(Data items)
BEGIN

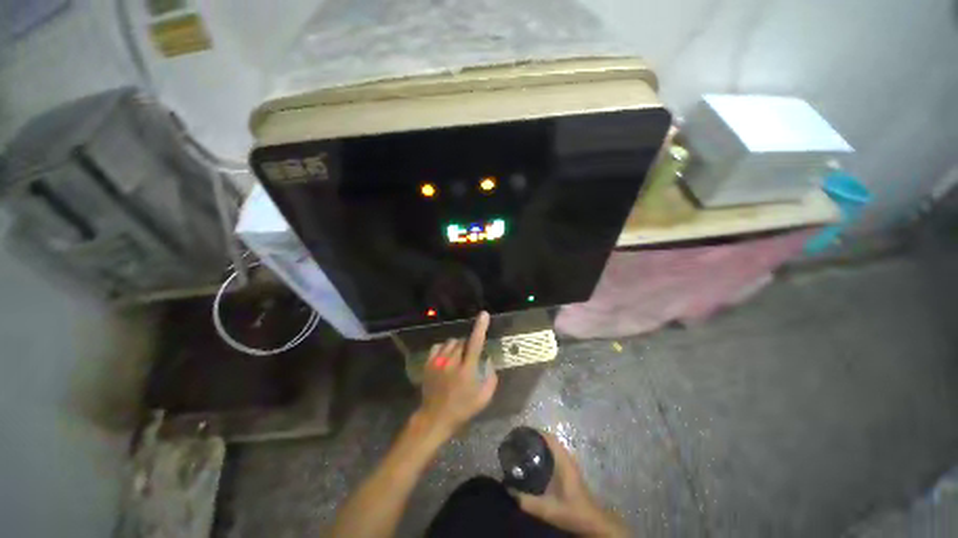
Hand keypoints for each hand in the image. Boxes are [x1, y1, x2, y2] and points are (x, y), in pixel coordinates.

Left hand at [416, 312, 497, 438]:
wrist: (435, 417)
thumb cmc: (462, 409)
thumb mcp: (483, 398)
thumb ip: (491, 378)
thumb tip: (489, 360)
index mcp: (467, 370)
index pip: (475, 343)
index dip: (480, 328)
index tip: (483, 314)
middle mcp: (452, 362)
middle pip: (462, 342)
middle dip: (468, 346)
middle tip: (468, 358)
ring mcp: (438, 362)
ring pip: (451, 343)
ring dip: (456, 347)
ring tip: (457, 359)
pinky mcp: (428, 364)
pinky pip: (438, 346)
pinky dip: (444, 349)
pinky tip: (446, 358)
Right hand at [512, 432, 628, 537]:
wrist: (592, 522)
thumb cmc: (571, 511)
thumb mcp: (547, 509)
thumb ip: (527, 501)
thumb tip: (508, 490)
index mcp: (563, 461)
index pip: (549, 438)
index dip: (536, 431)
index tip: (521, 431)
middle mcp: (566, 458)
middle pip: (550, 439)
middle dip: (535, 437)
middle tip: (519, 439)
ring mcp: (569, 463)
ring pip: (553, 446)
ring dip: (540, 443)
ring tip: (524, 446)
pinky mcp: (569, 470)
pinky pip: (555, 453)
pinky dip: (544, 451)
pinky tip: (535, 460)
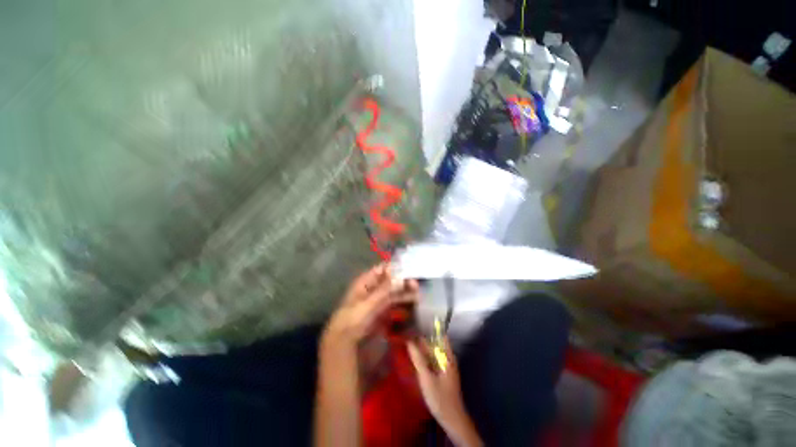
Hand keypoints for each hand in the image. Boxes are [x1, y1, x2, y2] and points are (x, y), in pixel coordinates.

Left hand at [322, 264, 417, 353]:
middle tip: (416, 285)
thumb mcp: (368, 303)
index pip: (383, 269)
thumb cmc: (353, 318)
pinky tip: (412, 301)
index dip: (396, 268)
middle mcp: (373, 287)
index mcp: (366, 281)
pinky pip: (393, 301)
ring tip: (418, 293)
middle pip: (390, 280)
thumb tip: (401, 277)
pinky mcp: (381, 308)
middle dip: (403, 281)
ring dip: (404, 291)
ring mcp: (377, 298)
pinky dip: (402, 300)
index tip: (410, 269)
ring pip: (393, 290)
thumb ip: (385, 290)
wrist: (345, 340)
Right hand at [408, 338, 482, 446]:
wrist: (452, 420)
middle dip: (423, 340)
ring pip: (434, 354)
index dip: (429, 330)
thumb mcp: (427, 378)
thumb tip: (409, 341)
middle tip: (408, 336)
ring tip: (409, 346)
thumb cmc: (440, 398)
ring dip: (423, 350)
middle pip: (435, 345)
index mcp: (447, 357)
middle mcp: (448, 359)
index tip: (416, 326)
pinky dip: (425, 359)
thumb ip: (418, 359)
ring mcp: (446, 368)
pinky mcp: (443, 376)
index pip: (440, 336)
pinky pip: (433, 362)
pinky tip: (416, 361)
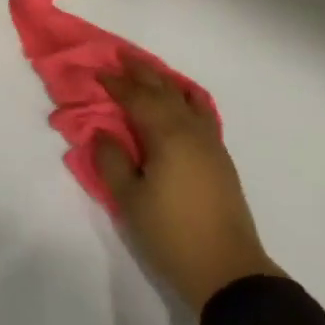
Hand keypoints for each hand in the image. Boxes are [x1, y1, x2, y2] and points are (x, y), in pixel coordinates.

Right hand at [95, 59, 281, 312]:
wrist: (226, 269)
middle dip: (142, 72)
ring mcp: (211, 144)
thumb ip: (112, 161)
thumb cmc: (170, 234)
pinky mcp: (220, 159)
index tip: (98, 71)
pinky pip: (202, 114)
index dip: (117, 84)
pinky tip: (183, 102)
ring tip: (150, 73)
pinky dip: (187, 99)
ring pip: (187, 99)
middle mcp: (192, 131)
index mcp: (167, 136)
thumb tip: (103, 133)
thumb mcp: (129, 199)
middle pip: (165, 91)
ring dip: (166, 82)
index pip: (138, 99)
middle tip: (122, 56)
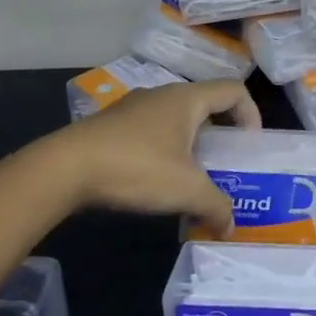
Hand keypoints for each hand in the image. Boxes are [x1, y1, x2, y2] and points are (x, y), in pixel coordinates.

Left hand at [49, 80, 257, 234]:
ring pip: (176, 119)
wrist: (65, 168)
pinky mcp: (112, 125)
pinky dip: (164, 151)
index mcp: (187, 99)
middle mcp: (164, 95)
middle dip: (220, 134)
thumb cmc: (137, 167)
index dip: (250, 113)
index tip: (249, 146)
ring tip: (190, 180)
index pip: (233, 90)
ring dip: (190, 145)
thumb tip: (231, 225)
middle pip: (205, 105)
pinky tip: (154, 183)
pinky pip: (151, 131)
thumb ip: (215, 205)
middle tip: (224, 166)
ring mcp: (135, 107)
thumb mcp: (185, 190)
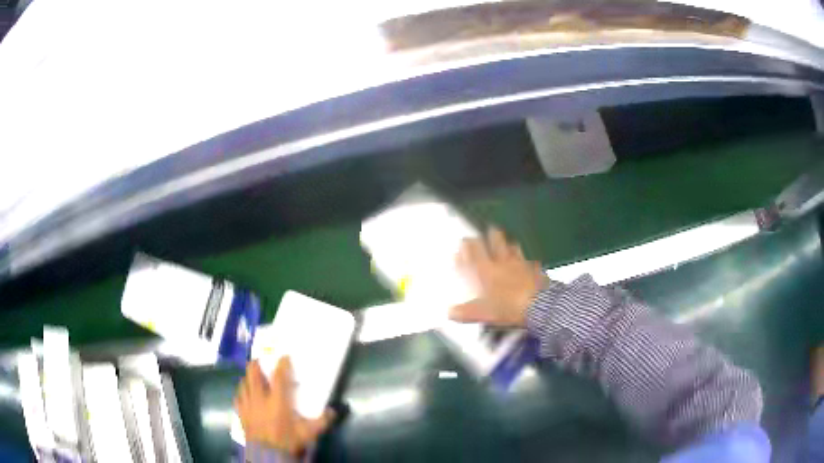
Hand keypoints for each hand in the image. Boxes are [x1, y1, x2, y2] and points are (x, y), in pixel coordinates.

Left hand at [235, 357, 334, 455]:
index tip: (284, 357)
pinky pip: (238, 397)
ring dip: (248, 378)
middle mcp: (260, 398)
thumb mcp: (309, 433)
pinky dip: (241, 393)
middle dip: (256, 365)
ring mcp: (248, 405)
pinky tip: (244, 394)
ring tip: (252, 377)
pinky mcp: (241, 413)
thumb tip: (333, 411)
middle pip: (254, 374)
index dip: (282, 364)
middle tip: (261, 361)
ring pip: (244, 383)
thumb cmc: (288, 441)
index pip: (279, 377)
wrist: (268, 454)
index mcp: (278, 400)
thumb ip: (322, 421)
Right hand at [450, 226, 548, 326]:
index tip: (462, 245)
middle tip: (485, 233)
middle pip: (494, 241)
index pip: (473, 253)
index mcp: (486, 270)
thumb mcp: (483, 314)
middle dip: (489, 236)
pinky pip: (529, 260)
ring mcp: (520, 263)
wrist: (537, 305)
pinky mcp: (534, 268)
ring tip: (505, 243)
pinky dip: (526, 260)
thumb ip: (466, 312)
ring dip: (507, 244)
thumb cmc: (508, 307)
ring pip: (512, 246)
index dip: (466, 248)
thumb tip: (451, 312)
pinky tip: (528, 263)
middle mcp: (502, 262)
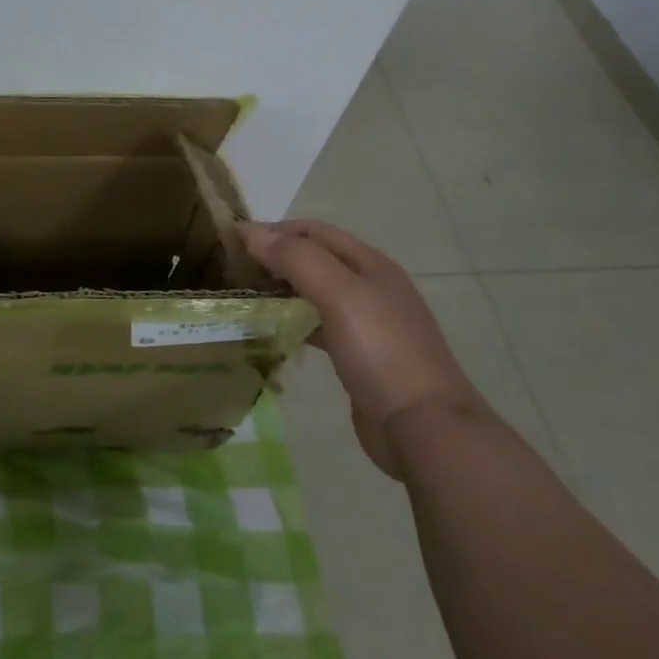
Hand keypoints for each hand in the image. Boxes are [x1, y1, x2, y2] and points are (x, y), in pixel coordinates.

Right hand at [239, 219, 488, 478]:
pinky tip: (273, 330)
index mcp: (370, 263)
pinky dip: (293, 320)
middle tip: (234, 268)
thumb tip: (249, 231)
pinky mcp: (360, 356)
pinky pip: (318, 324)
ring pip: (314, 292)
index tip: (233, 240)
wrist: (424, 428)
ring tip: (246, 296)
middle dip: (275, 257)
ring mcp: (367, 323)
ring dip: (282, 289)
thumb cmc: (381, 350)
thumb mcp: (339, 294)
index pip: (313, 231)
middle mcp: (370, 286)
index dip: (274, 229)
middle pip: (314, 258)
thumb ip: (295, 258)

END

# Your task
How many lines in the records above contain the word "Left"? Give only the number.

# Task answer
4